6 anni dopo lo sbarco in Italia come rifugiato, è tornato nella sua terra natale. Il viaggio un primo passo per costruire "un asse culturale tra Sicilia e Nigeria"

George De StefanobyGeorge De Stefano
Time: 7 mins read

Cu ti lu dissi ca t’haju a lassari,
megliu la morti e no chistu duluri,
ahj ahj ahj ahj moru moru moru moru,
ciatu di lu me cori l’amuri miu si tu!

Cu ti lu dissi (“Chi te l’ha detto?”) è una delle più celebri canzoni siciliane e forse la composizione più amata dalla defunta cantante folk Rosa Balistreri. Qualche anno fa, un giovane chitarrista di strada intonava il lamento della Balistreri nel mercato Ballarò a Palermo. La cosa non avrebbe attirato molta attenzione se non fosse stato per il fatto che questo cantante di strada era un giovane africano.

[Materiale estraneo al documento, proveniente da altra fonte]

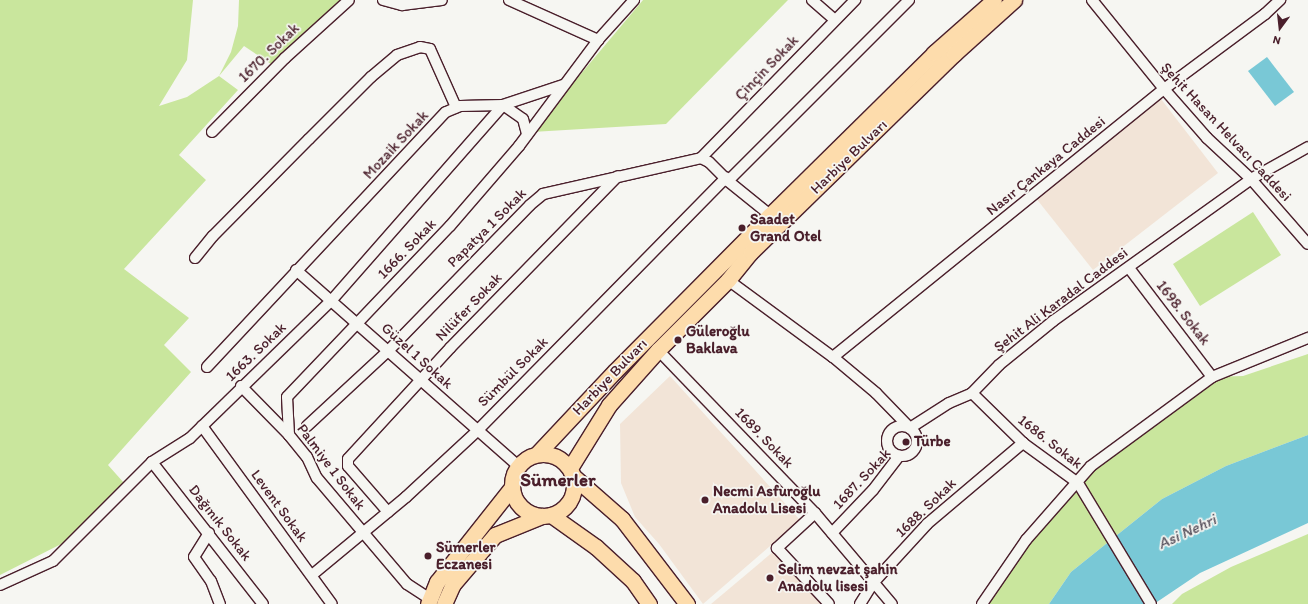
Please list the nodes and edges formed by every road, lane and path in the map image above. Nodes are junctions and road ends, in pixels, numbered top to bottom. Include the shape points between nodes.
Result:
1 (349, 0) edge
2 (383, 0) edge
3 (442, 0) edge
4 (509, 0) edge
5 (634, 0) edge
6 (812, 0) edge
7 (855, 0) edge
8 (909, 0) edge
9 (994, 0) edge
10 (1014, 0) edge
11 (1093, 0) edge
12 (1280, 0) edge
13 (835, 20) junction
14 (598, 40) junction
15 (563, 85) junction
16 (1164, 89) junction
17 (503, 105) junction
18 (456, 107) junction
19 (212, 132) dead end
20 (527, 134) junction
21 (1308, 147) edge
22 (701, 158) junction
23 (618, 176) junction
24 (1251, 179) junction
25 (727, 180) junction
26 (770, 215) junction
27 (1308, 244) edge
28 (195, 258) dead end
29 (1129, 268) junction
30 (296, 270) junction
31 (728, 280) junction
32 (331, 301) junction
33 (357, 323) junction
34 (1308, 338) edge
35 (389, 350) junction
36 (658, 350) junction
37 (833, 357) junction
38 (208, 366) dead end
39 (1212, 377) junction
40 (421, 379) junction
41 (241, 386) junction
42 (972, 393) junction
43 (202, 426) junction
44 (307, 426) dead end
45 (910, 428) junction
46 (478, 430) junction
47 (289, 435) junction
48 (1023, 443) junction
49 (537, 454) junction
50 (899, 456) junction
51 (152, 462) junction
52 (518, 466) junction
53 (572, 473) junction
54 (1078, 483) junction
55 (512, 487) junction
56 (388, 512) junction
57 (815, 513) junction
58 (546, 516) junction
59 (210, 533) junction
60 (364, 533) junction
61 (832, 533) junction
62 (312, 575) junction
63 (873, 583) junction
64 (0, 585) edge
65 (434, 602) edge
66 (220, 604) edge
67 (263, 604) edge
68 (332, 604) edge
69 (649, 604) edge
70 (687, 604) edge
71 (829, 604) edge
72 (860, 604) edge
73 (892, 604) edge
74 (982, 604) edge
75 (1151, 604) edge

1 - 19 street, 1670. Sokak via 274,68
2 - 3 street via 402,5
4 - 14 street
5 - 14 street
6 - 13 street
7 - 13 street, Çinçin Sokak
8 - 25 street, Sümbül Sokak
9 - 26 main road, Harbiye Bulvarı via 934,53
10 - 31 main road, Harbiye Bulvarı via 954,54 751,252
11 - 16 street, Şehit Hasan Helvacı Caddesi
12 - 16 street, Nasır Çankaya Caddesi
13 - 22 street, Çinçin Sokak
14 - 15 street
15 - 17 street
15 - 20 street, 1666. Sokak
16 - 24 street, Şehit Hasan Helvacı Caddesi via 1207,138
16 - 37 street, Nasır Çankaya Caddesi
17 - 18 street
17 - 20 street via 523,119
17 - 32 street, 1663. Sokak
18 - 28 street via 430,50 420,47 397,55 371,77 309,139 213,236
18 - 30 street, Mozaik Sokak via 446,112 396,168
20 - 33 street, 1666. Sokak via 450,226
21 - 24 street, Şehit Ali Karadal Caddesi
22 - 23 street, Papatya 1 Sokak
22 - 25 street via 709,162
23 - 35 street, Papatya 1 Sokak via 543,194 530,204
23 - 40 street, Nilüfer Sokak
24 - 27 street, Şehit Hasan Helvacı Caddesi
24 - 29 street, Şehit Ali Karadal Caddesi
25 - 26 street
25 - 46 street, Sümbül Sokak
26 - 49 main road, Harbiye Bulvarı via 615,371
29 - 39 street, 1698. Sokak
29 - 42 street, Şehit Ali Karadal Caddesi via 1053,321 999,365
30 - 32 street, Güzel 1 Sokak
30 - 38 street, Mozaik Sokak
31 - 36 main road, Harbiye Bulvarı
31 - 37 street
32 - 33 street, Güzel 1 Sokak
32 - 41 street, 1663. Sokak
33 - 35 street, Güzel 1 Sokak
33 - 47 street, 1666. Sokak via 287,397
34 - 39 street
35 - 40 street, Güzel 1 Sokak
35 - 44 street, Papatya 1 Sokak
36 - 53 main road, Harbiye Bulvarı via 609,405
36 - 57 street, 1689. Sokak
37 - 45 street via 876,393
39 - 54 street via 1091,466
40 - 46 street, Güzel 1 Sokak
40 - 56 street, Nilüfer Sokak via 347,462
41 - 43 street, 1663. Sokak
41 - 47 street, Palmiye 1 Sokak
42 - 45 street, Şehit Ali Karadal Caddesi via 949,403
42 - 48 street, 1686. Sokak
43 - 51 street, 1663. Sokak via 190,438
43 - 62 street, Levent Sokak
45 - 50 street, 1687. Sokak via 916,435 915,449 908,455
45 - 50 street via 894,427 887,436 890,451
46 - 52 street, Güzel 1 Sokak
46 - 56 street, Sümbül Sokak
47 - 60 street, Palmiye 1 Sokak via 307,457 317,478
48 - 54 street, 1686. Sokak
48 - 63 street, 1688. Sokak via 927,524
49 - 52 main road, Harbiye Bulvarı
49 - 53 main road via 556,456
50 - 61 street, 1687. Sokak via 873,490
51 - 59 street, Dağınık Sokak
51 - 64 street, 1663. Sokak via 53,561
52 - 55 main road
53 - 58 main road, Harbiye Bulvarı via 573,496 560,511
53 - 70 main road via 622,519
54 - 74 street via 1026,540
54 - 75 street, 1686. Sokak
55 - 58 main road via 518,504 529,512
55 - 65 main road via 437,582
56 - 60 street, Sümbül Sokak
57 - 61 street, 1689. Sokak
57 - 71 street via 777,548
58 - 65 main road, Harbiye Bulvarı via 495,535
58 - 69 main road via 596,547 633,581
59 - 66 street via 194,557 211,581
59 - 67 street, Dağınık Sokak
60 - 62 street, Sümbül Sokak
60 - 65 street, Palmiye 1 Sokak via 407,584
61 - 63 street, 1689. Sokak
62 - 68 street, Levent Sokak
63 - 72 street, 1688. Sokak
63 - 73 street, 1689. Sokak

Chris Obehi è arrivato in Sicilia nel 2015 da adolescente, dopo un viaggio straziante che è iniziato con la sua fuga dalla Nigeria, l’imprigionamento in Libia e la traversata del Mediterraneo in un gommone affianco a più di 100 altri rifugiati, compresi molti bambini.

Obehi è nato nel 1998 a Warri, in Nigeria, vero nome Christopher Goddey; alla nascita, la sua famiglia gli ha assegnato il tradizionale onorifico Obehi (“mano d’angelo”). A 16 anni, ha viaggiato dalla Nigeria alla Libia per sfuggire alla violenza del gruppo terroristico Boko Haram. Ma la Libia era diventata caotica e fuorilegge da molto prima, dopo l’assassinio di Muammar Gheddafi nel 2011. Dopo quattro mesi in Libia, dove ha lavato auto per permettersi un biglietto per l’Europa, Obehi è stato rapito e buttato in carcere. Un’esperienza terrificante, con prigionieri fucilati a cadenza giornaliera. Lui e un altro prigioniero alla fine sono riusciti a fuggire e, dopo svariati giorni in balia del mare, una nave di salvataggio ha trovato lui e gli altri rifugiati e li ha portati in Italia.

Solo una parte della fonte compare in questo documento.